Acting is not about being cool. You can't get up there and "be cool" any more than you can get up there and "be funny" or "recreate that spontaneous moment." It just doesn't work. The harder you try to "be cool" and the more you focus on "being cool," the less the audience cares about you and the harder it is for your partner to connect to you and the scene just falls flat. The brilliant thing about acting is that the more you are uncool on stage (or screen), the more the audience loves it and thinks you are then a cool actor. Think about it. When has Michael Cera ever played a "cool guy?" Would Al Pacino or Jack Nicholson be as respected as they are if they didn't know how to just completely lose their shit in movies like "The Shining" or "Scent of a Woman?" We, as audience members, sit and wait for the characters in front of us to just lose it. And when they do, we lose it with them and have that beautiful cathartic moment that lets us go home feeling like we just experienced something great.

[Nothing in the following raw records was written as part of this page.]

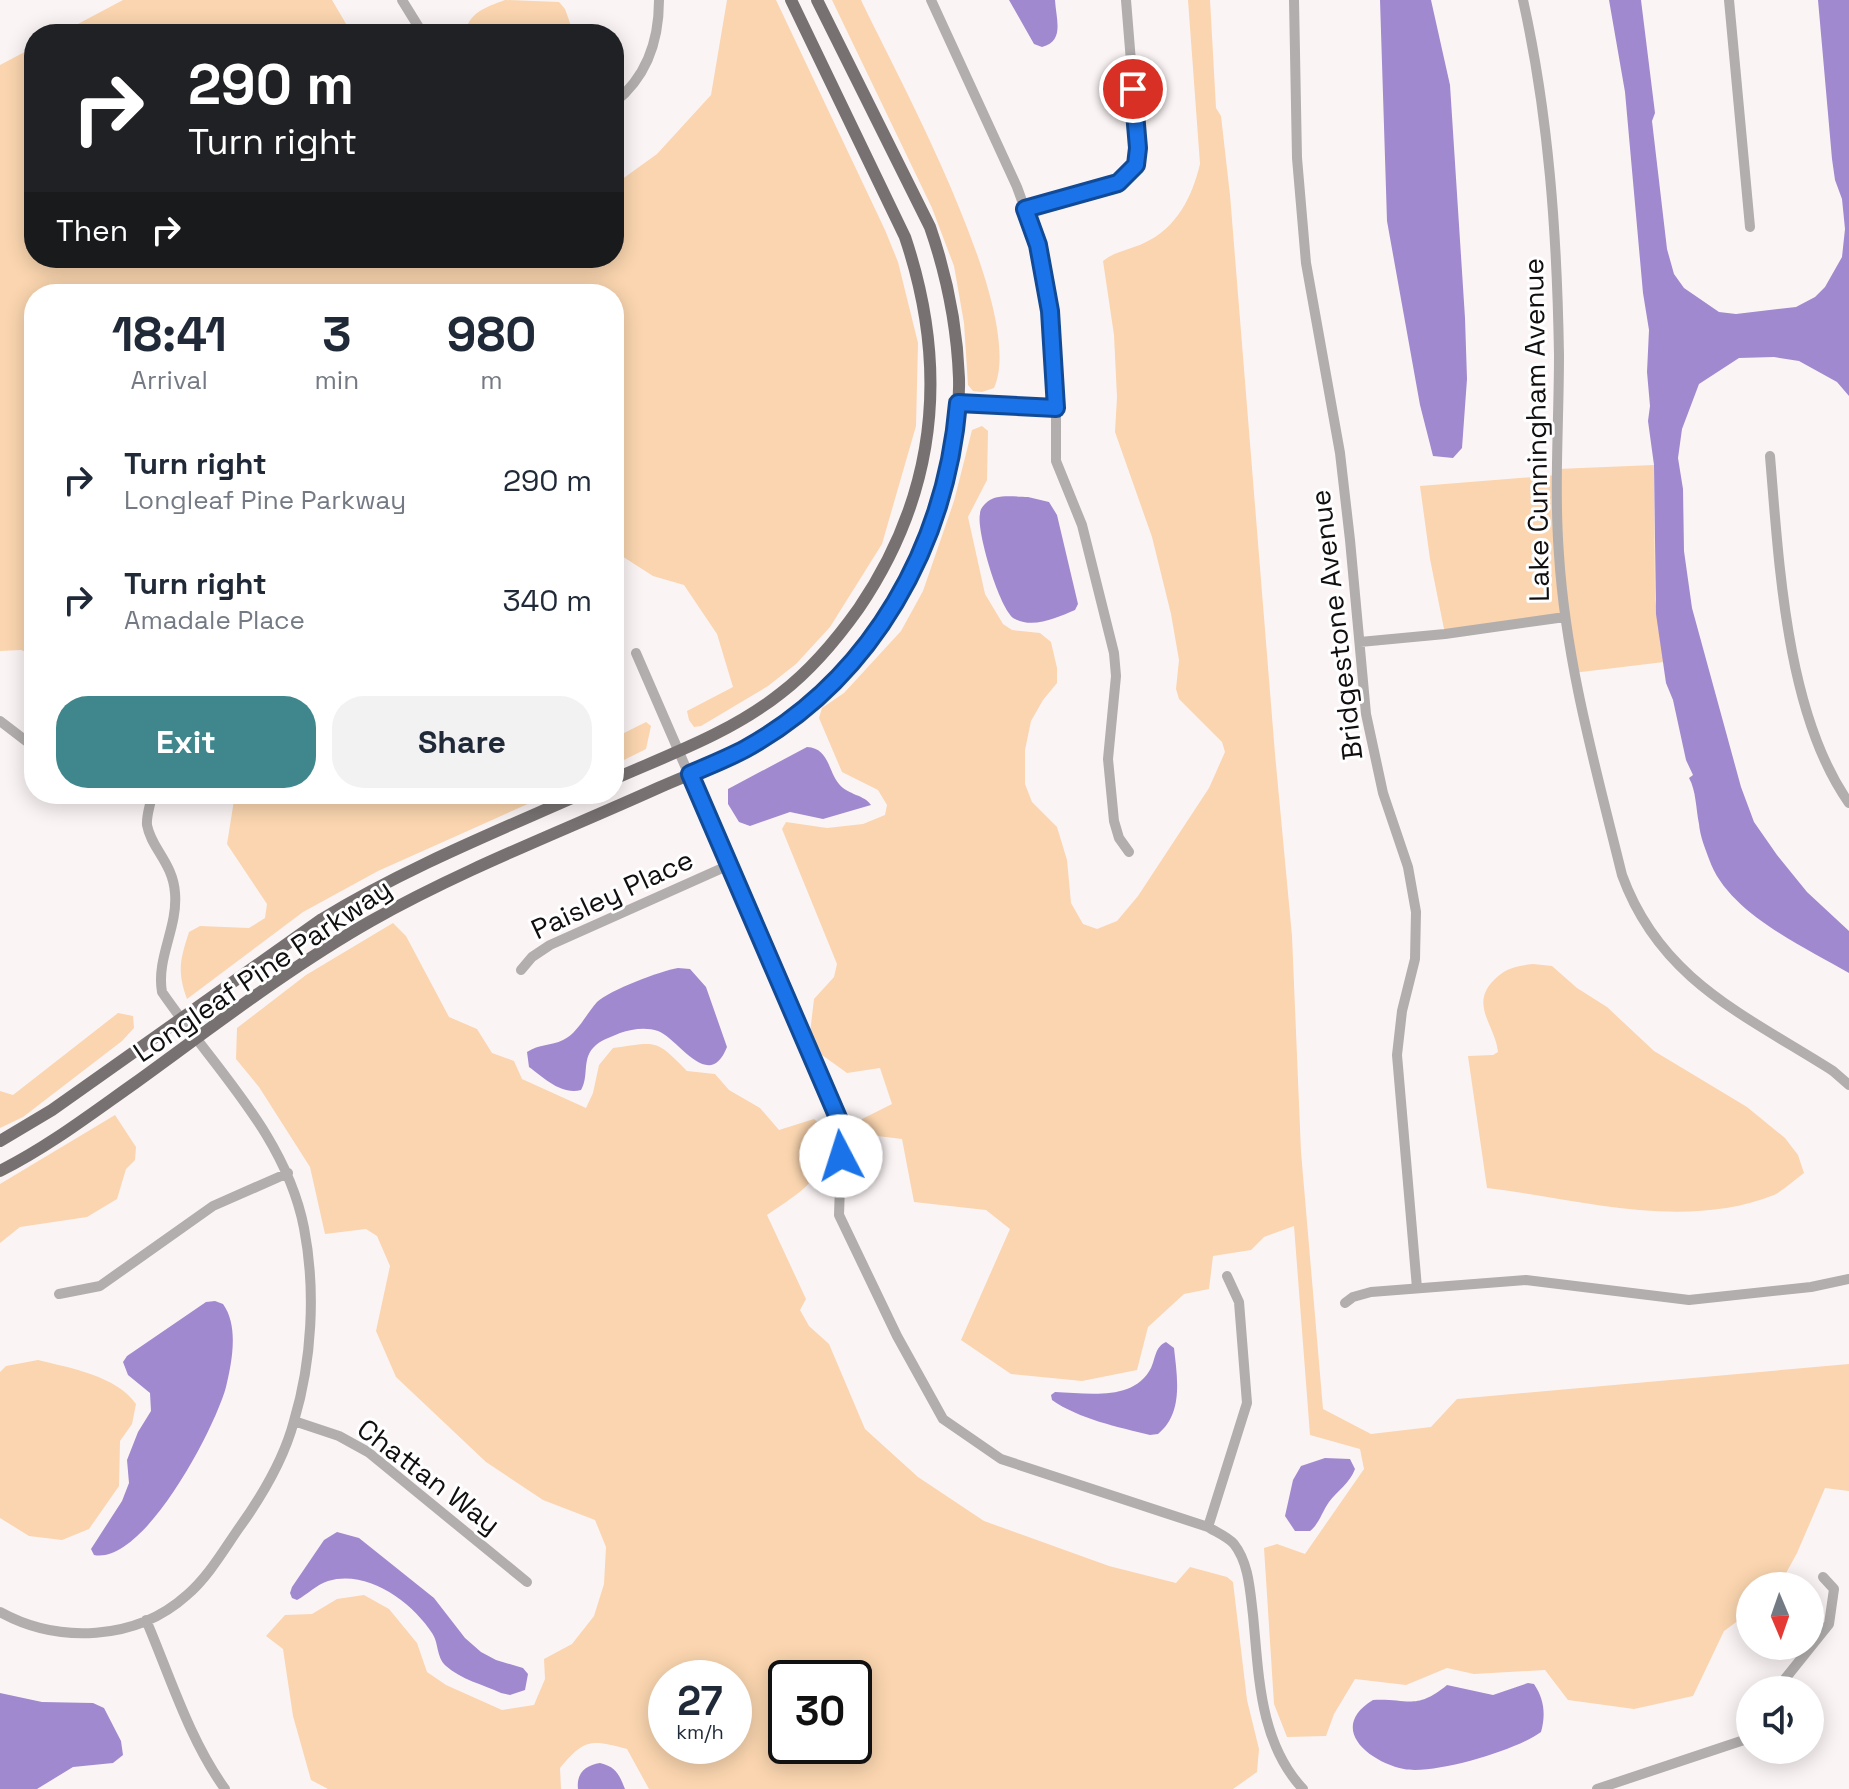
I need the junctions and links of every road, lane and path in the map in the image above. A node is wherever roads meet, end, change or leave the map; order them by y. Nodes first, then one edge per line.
1 (402, 0) edge
2 (659, 0) edge
3 (791, 0) edge
4 (817, 0) edge
5 (931, 0) edge
6 (1126, 0) edge
7 (1294, 0) edge
8 (1523, 0) edge
9 (1729, 0) edge
10 (417, 24) edge
11 (624, 95) edge
12 (1025, 209) junction
13 (1750, 227) dead end
14 (958, 403) junction
15 (1056, 408) junction
16 (1770, 456) dead end
17 (1565, 617) junction
18 (1360, 642) junction
19 (636, 653) dead end
20 (0, 721) edge
21 (24, 739) edge
22 (680, 751) junction
23 (690, 774) junction
24 (624, 775) edge
25 (1849, 803) edge
26 (150, 804) edge
27 (558, 804) edge
28 (623, 804) edge
29 (624, 804) edge
30 (1129, 852) dead end
31 (727, 866) junction
32 (521, 970) dead end
33 (180, 1018) junction
34 (197, 1038) junction
35 (1849, 1085) edge
36 (0, 1141) edge
37 (0, 1171) edge
38 (288, 1173) junction
39 (1227, 1276) dead end
40 (1849, 1279) edge
41 (1417, 1288) junction
42 (59, 1294) dead end
43 (1345, 1303) dead end
44 (294, 1421) junction
45 (1208, 1527) junction
46 (1824, 1578) edge
47 (527, 1582) dead end
48 (0, 1612) edge
49 (146, 1620) junction
50 (1824, 1630) edge
51 (1800, 1660) edge
52 (1787, 1676) edge
53 (1736, 1743) edge
54 (225, 1789) edge
55 (1303, 1789) edge
56 (1597, 1789) edge

1 - 10 street
2 - 11 street
3 - 22 main road
4 - 14 main road, Longleaf Pine Parkway
5 - 12 street
6 - 12 street
7 - 18 street, Bridgestone Avenue
8 - 17 street, Lake Cunningham Avenue
9 - 13 street
12 - 15 street
14 - 15 street
14 - 23 main road, Longleaf Pine Parkway
15 - 30 street
16 - 25 street
17 - 18 street
17 - 35 street, Lake Cunningham Avenue
18 - 41 street, Bridgestone Avenue
19 - 22 street
20 - 21 street
22 - 23 street
22 - 24 main road
23 - 29 main road, Longleaf Pine Parkway
23 - 31 street
26 - 33 street
27 - 33 main road, Longleaf Pine Parkway
28 - 34 main road, Longleaf Pine Parkway
31 - 32 street, Paisley Place
31 - 45 street
33 - 34 street
33 - 36 main road, Longleaf Pine Parkway
34 - 37 main road, Longleaf Pine Parkway
34 - 38 street
38 - 42 street
38 - 44 street
39 - 45 street
40 - 41 street
41 - 43 street
44 - 47 street, Chattan Way
44 - 49 street
45 - 55 street
46 - 50 street
48 - 49 street
49 - 54 street
51 - 52 street
53 - 56 street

But if they keep it all in and just play "the cool guy," we never get to have that experience and we walk away dissatisfied.
This is my current issue with the new Doctor - I think he's kind of caught up in "being cool" and hasn't figured out yet what it is about the Doctor that makes him cool. And in class last night, several of us were concerned with "being cool," and it made our scenes flat. But once we got over that and started working moment to moment and trying to affect one another, the scenes totally came alive and it was wonderful.
That being said, acting is also a very giving activity. As an actor, you have to give your partner things to work with. You have to let them know what your point of view is so they can have a point of view about that and you can have a point of view about that and so one and so on and so on. I was called out on Saturday for not making my point of view clear, and it's true. I got caught up in judging what my partner was saying and I couldn't find the right words and I got flustered and lost. I should have just observed what I saw, and let him know how I felt about it. On the up side, right after I was called out, I jumped right back up and did another scene, and then got called up into a third. Like the old adage about falling off a horse - if I hadn't gotten back up immediately and tried again, I would have over-analyzed what I did and I would have gotten self-conscious. Acting is a very active thing. You have to do it to get good at it. Sitting and thinking about it just starts to drive me crazy.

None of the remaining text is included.